Classic cherry cherry cake with sour cream
10 servings
8 hours
8 hours
Bird cherry - 50 gr, Wheat flour - 1 pack., Sugar - 1 pack., Kefir - 1 pack., Chicken eggs - 2 pcs., Milk - 90 ml, baking powder - 2 tea liters., Sugar - 0.5 pack., Sour cream - 400 gr.
On the eve of cooking, usually in the evening I weigh sour cream/pastry/and leave in a colander for the night in the refrigerator. In the morning, sour cream is thick, like a farmer's. Who does not know what weighed sour cream is, then very briefly - this is when sour cream or cottage cheese of a small fat content is placed in gauze folded in 3-4 layers, suspended or put in a colander until excess serum escapes.
Next, simply mix the thick sour cream with sugar, leave for 10 minutes to dissolve the sugar and put it in the refrigerator. Sour cream will get worse at first, but nothing needs to be beaten, by the time the layer of sour cream cakes becomes thick . /This is how the cream is prepared in the traditional, classic recipe, in the modern one I will describe below/.
We prepare CHEREMUKHU, it must be sifted, regardless of whether it is cherry flour or dried ground. So we will get rid of the bones that are always there. Further, in the traditional recipe, cheryomukha is always steamed, i. e. pour with boiling milk, bring to the first broth over low heat, stir thoroughly. Remove from the stove, wrap in a towel and leave until it cools, it's about 1. 5-2 hours. The finished one has the appearance of melted chocolate.
If you cook in the oven, put in a heated one, the temperature is 180 degrees. Spill on the 2 of the bark, for 20-30 minutes. Baking in one, for 1h-1. 10. Do not open the oven, follow all the rules for biscuit, readiness to check with a ray.

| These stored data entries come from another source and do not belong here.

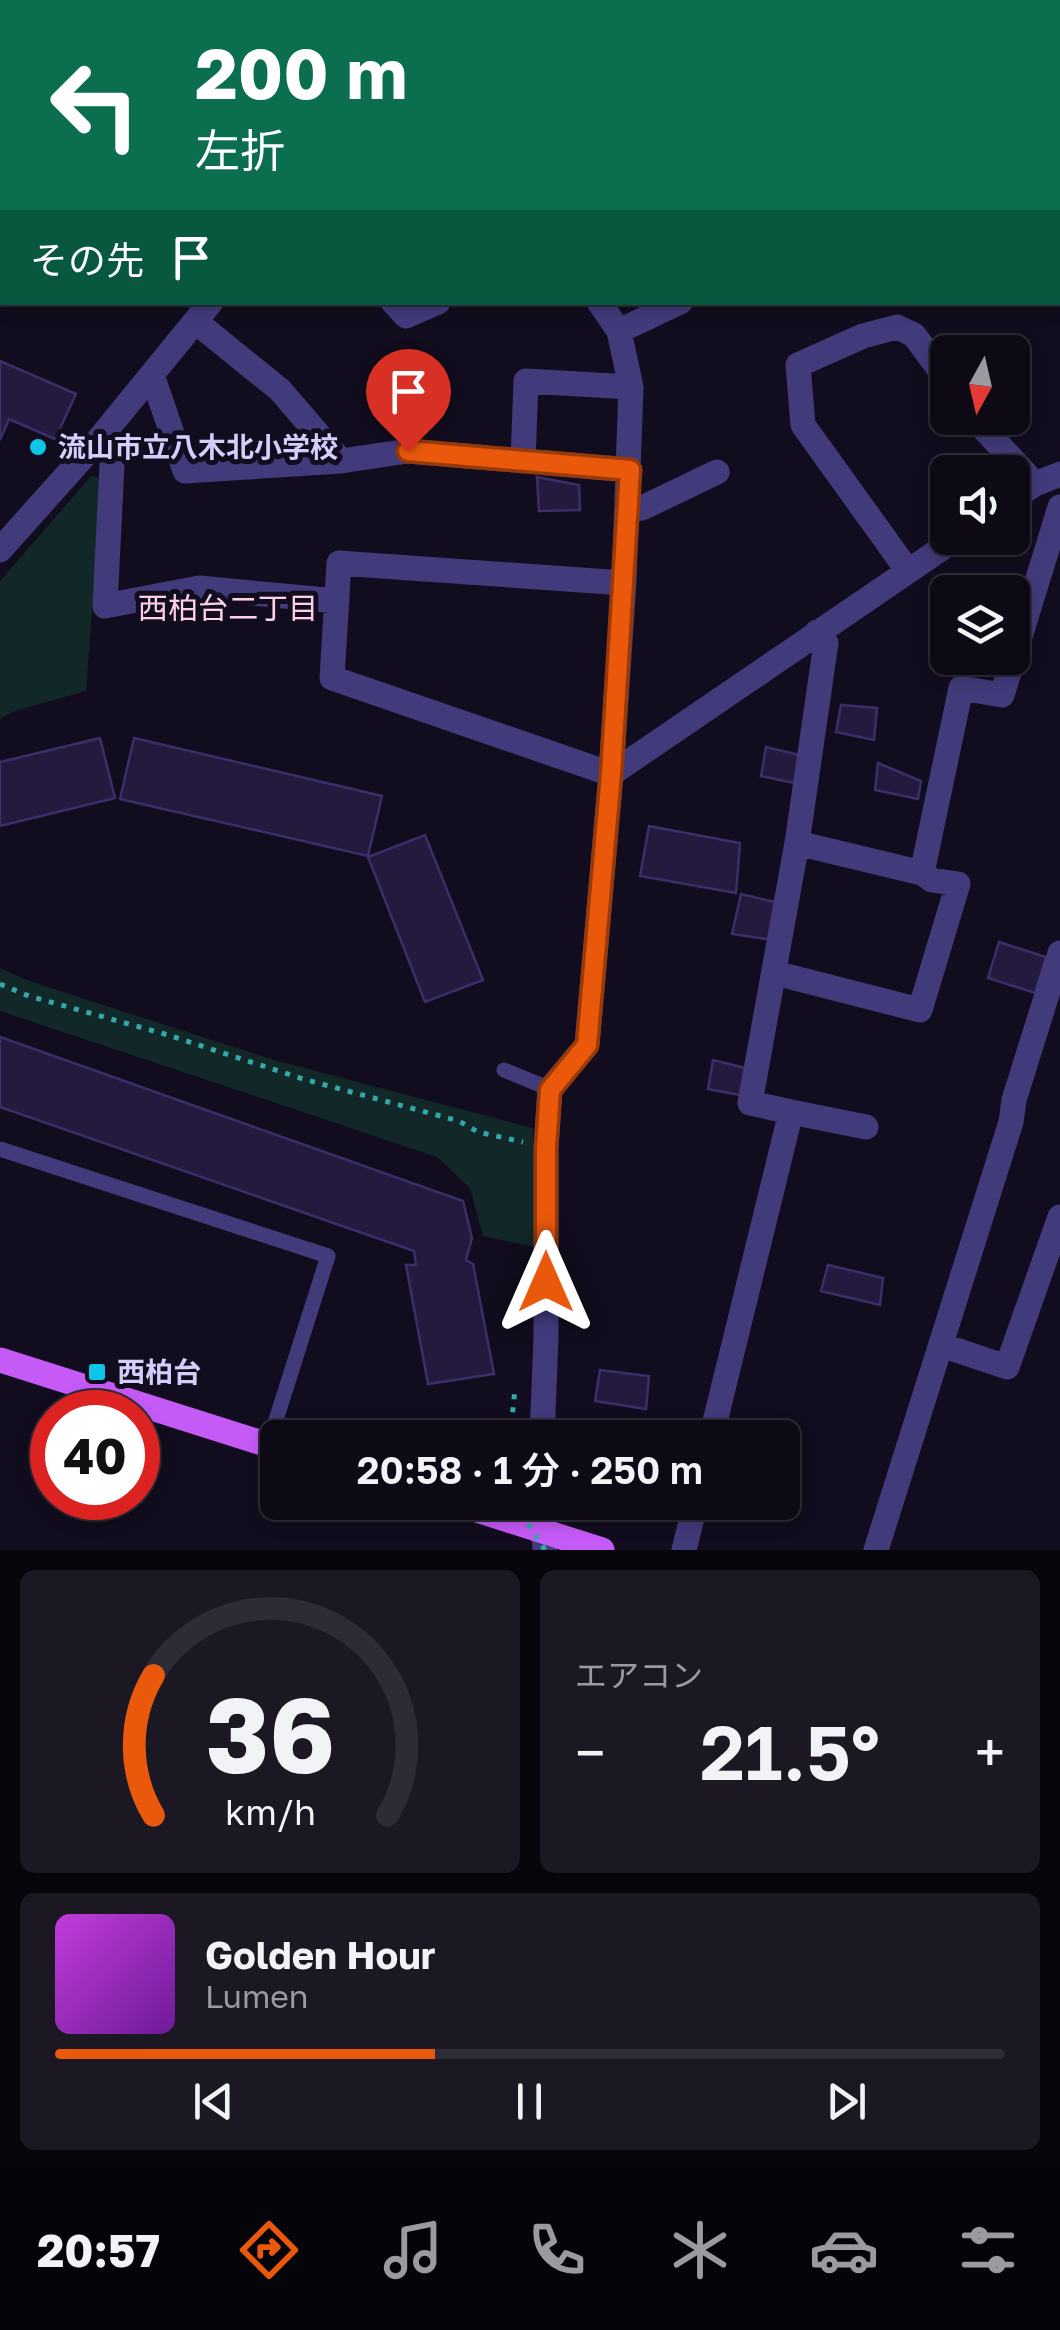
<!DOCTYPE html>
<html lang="ja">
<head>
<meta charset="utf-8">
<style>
	body { margin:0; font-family:"Golos Text","Noto Sans JP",sans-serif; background:#1b1823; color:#f1f3f6; height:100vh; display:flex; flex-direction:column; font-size:38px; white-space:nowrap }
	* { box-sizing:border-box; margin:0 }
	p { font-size:32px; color:#9a9aa1 }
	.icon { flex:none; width:55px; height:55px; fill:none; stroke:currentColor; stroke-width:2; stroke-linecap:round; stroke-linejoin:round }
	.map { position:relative; height:1550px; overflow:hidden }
	.details { display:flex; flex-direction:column; gap:20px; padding:20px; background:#07060c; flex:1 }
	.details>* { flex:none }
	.hud { position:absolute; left:0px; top:0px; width:1060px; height:305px; box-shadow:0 5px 15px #0003,0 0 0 2px #2d2b35; background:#0b6e4f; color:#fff; overflow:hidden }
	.needle { width:65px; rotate:188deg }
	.tools { position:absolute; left:930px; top:335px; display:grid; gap:20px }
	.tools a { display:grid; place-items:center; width:100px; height:100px; border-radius:15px; background:#0d0a16; box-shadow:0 5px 15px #0003,0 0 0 2px #2d2b35; font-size:50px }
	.speed { position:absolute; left:30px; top:1390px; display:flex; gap:20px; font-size:50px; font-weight:700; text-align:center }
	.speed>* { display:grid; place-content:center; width:130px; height:130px; border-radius:50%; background:#0d0a16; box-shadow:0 5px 15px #0003,0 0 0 2px #2d2b35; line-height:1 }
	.speed .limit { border:15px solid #d22; background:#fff; color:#111 }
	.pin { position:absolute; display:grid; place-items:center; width:85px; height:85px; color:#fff; margin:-102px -42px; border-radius:50% 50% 50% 0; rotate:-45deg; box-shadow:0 0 10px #0007 }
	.pin .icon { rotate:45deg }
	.me { position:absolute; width:110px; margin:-55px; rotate:0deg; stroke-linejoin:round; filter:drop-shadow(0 0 8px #0008) }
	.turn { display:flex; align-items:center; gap:35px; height:210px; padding:0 30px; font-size:45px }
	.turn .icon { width:130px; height:130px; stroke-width:2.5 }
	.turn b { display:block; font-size:70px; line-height:85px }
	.then { display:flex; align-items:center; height:95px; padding:0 30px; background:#0003; gap:20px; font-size:38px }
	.big { font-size:75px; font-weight:600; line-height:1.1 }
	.details .widget { flex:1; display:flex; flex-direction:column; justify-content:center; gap:15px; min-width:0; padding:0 35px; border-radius:15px; background:#1b1823 }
	.details .dial { align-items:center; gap:0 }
	.dial svg { height:260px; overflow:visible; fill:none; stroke:#2d2b35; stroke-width:7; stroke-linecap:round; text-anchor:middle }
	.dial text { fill:#f1f3f6; stroke:none }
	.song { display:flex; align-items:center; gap:30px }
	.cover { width:120px; height:120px; border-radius:15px; background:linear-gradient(135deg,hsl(290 70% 55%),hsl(280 70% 35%)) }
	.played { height:10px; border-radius:5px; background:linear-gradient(90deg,#ea580c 40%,#2d2b35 40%) }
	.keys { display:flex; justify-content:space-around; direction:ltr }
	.heat { display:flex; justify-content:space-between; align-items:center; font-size:55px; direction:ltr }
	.details .tiles { flex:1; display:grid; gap:20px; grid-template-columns:1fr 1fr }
	.widget:last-child { grid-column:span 2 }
	.trip { position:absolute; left:260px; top:1420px; width:540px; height:100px; border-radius:15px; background:#0d0a16; box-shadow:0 5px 15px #0003,0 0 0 2px #2d2b35; font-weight:600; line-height:100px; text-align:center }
	.tabs { display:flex; height:160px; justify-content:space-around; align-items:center; background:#050409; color:#9a9aa1 }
	.tabs .icon { width:70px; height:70px }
	.tabs .current { color:#ea580c }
	.tabs b { font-size:45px; color:#f1f3f6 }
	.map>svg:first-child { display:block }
</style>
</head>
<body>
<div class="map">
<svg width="1060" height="1550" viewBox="0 0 1060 1550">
	<rect width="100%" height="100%" fill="#110d1e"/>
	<path fill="#112728" d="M92,475L102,479L86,691L15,711L0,719V581Z
		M0,968L29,981L274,1060L533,1128L535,1247L483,1236L470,1188L437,1157L0,1011Z"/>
	<path fill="#241a3e" stroke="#3d2e69" stroke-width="2.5" d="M0,361L76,394L55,439L9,419L0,440Z
		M537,477L579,485L580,510L539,511Z
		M841,705L877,708L874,740L836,732Z
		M100,738L115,798L0,826V762Z
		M134,738L382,796L368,856L120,799Z
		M766,747L799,755L794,783L761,776Z
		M878,763L921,781L918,799L875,790Z
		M649,826L740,843L736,893L640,876Z
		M425,835L483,980L425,1002L368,857Z
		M741,894L779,903L772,940L732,934Z
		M999,942L1046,957L1035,993L988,978Z
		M0,1037L463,1201L472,1238L466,1260L473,1264L494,1374L428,1384L406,1265H416L414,1251L0,1107Z
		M713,1060L745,1068L740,1095L708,1089Z
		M828,1265L883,1278L880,1305L821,1291Z
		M600,1370L649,1376L646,1409L595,1401Z"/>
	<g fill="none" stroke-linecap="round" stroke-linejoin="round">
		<path stroke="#3aa" stroke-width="5" stroke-dasharray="5 8" stroke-linecap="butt" d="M0,984L29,996L168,1035L303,1079L459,1121L478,1132L523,1142
			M510,1438L515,1389"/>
		<path stroke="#413b7b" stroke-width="15" d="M504,1070L550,1089
			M0,1149L328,1256L268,1445"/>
		<path stroke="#413b7b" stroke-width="25" d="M406,0L409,2
			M44,2L45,0
			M151,2L152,0
			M536,2L539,0
			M1009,2L1011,0
			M0,144L2,136
			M1058,145L1060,143
			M0,232L2,233
			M393,302L406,316L438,302
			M196,322L280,390L341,461
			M619,331L680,302
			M152,375L185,471L341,461L408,451L630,470
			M974,418L1035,484
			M100,438L113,445L105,606L199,588L337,601
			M523,460L526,381L631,387
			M1012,499L1035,484L1060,474
			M628,509L642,508L717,472
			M0,550L100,438L211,302
			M908,571L803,425L798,365L863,336L897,327L914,335L948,381
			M624,583L339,563L332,678L611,774L957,538
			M797,843L922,873
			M775,973L920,1010L958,884L932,880L922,873L961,688L1002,695L1060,507
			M550,1089L587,1045L611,774L624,583L631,387L619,331L599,302
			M791,1112L866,1127
			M941,1345L1007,1367L1060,1217
			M711,1438L791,1112L750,1103L797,843L826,643L817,632
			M684,1550L696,1502
			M876,1550L1011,1122L1014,1100L1060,953"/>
		<path stroke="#413b7b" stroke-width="25" d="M542,1438L546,1337V1147L550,1089
			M542,1502L545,1550"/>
		<path stroke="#c65af7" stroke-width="25" d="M0,1360L278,1448
			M452,1502L602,1550"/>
		<path stroke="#3aa" stroke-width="5" stroke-dasharray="5 8" stroke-linecap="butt" d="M514,1502L545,1550"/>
	</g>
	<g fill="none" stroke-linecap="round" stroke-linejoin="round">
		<defs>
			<path id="route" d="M408,451L630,470L611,774L587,1045L550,1090L546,1147V1282"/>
		</defs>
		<use href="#route" stroke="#983908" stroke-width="25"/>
		<use href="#route" stroke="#ea580c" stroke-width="18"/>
	</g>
	<g fill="#0cc6ea" stroke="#110d1e" stroke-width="4">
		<circle cx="38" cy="447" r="10"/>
		<rect x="87" y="1362" width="20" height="20" rx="5"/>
	</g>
	<g text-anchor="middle" stroke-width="10" stroke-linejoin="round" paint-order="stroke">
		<g font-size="28" font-weight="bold" fill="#d6cdfc" stroke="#110d1e" text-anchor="start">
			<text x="58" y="457">流山市立八木北小学校</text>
			<text x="117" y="1382">西柏台</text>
		</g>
		<g font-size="30" fill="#fdcfe9" stroke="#110d1e">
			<text x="228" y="619">西柏台二丁目</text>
		</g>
	</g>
</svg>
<div class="tools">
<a><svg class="needle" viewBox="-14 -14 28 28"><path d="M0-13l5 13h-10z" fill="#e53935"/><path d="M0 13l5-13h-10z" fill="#9a9aa1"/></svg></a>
<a><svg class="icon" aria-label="sound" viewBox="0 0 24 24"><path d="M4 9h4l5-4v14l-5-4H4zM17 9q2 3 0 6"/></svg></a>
<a><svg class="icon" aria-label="layers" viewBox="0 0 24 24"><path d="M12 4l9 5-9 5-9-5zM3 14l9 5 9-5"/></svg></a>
</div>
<div class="speed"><div class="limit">40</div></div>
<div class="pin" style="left:408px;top:451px;background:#d93025"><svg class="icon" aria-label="arrive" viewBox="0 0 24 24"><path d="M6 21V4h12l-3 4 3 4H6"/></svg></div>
<svg class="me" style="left:546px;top:1282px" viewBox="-20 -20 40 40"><path d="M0-17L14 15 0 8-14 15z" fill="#ea580c" stroke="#fff" stroke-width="4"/></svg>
<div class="trip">20:58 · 1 分 · 250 m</div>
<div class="hud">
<div class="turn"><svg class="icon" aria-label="left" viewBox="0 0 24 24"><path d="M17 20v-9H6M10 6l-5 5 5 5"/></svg><div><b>200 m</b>左折</div></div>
<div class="then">その先<svg class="icon" aria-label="arrive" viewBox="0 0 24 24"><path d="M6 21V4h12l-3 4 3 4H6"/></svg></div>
</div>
</div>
<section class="details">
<div class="tiles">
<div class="widget dial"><svg viewBox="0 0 100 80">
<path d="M14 69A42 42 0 1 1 86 69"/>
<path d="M14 69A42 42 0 0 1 14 26" stroke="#ea580c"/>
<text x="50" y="56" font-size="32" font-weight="700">36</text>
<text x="50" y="72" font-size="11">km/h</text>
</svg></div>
<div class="widget"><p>エアコン</p>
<div class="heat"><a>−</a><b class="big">21.5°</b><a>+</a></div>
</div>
<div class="widget">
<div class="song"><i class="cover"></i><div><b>Golden Hour</b><p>Lumen</p></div></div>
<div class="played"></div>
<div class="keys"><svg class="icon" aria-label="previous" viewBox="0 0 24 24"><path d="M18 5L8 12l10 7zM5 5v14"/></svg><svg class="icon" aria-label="pause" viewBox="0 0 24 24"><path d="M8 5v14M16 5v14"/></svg><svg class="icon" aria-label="next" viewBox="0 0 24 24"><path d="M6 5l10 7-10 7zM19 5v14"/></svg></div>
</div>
</div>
</section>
<nav class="tabs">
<b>20:57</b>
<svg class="icon current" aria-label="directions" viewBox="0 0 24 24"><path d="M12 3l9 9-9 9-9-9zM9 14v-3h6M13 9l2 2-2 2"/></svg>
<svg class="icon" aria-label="music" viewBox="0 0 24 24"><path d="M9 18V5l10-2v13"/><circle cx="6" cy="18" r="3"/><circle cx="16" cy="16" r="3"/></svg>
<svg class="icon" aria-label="phone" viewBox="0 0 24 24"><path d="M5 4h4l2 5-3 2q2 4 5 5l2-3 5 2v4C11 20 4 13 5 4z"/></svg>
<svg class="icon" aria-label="climate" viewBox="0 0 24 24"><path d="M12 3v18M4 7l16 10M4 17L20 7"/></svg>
<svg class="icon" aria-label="car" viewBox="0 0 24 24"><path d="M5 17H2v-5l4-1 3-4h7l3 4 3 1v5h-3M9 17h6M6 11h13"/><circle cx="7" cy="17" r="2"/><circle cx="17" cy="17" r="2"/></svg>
<svg class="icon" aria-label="filters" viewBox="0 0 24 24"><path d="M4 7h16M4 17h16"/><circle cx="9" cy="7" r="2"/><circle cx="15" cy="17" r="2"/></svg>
</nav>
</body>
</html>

Cover the bottom of the detachable form with parchment from leakage, then lubricate the drain. oil. Times for different ovens may vary slightly.
The same dough is also cooked in a slow cooker, but 1 hour 50 minutes. It also cools with the lid slightly open. At the outlet also not lush, porous, but not so wet. Such cakes have the same taste, tender, but require additional impregnation with syrup. Usually cakes are not made from them according to the classic recipe. I cook various cherry cakes regularly, I give 2 photos for comparison to those who will cook for the first time, so as not to think that they turned out to be raw.
We collect CAKE. The cakes should cool completely, they can be 2, 3 and 4 of this dough volume/d form 17-20 cm, 24 cm/. Lubricate the bottom of the bottom cake very thinly with cream and & quot; glue & quot; to the dish, which must be taken wider than the cake. Then we visually divide the cream into equal parts for impregnating the layers and evenly cover the cakes, stacking them with a stack.
For the top layer, leave a little more cream - it will be necessary to close the sides. In the classic recipe, the whole cake was covered only with sour cream, often the hostesses decorated the cake with pine nuts, which, like cheryomukha, are always abundant in Siberia. Let the finished cake stand for 1 hour on the table, then remove it for 6-8 hours in the refrigerator for impregnation.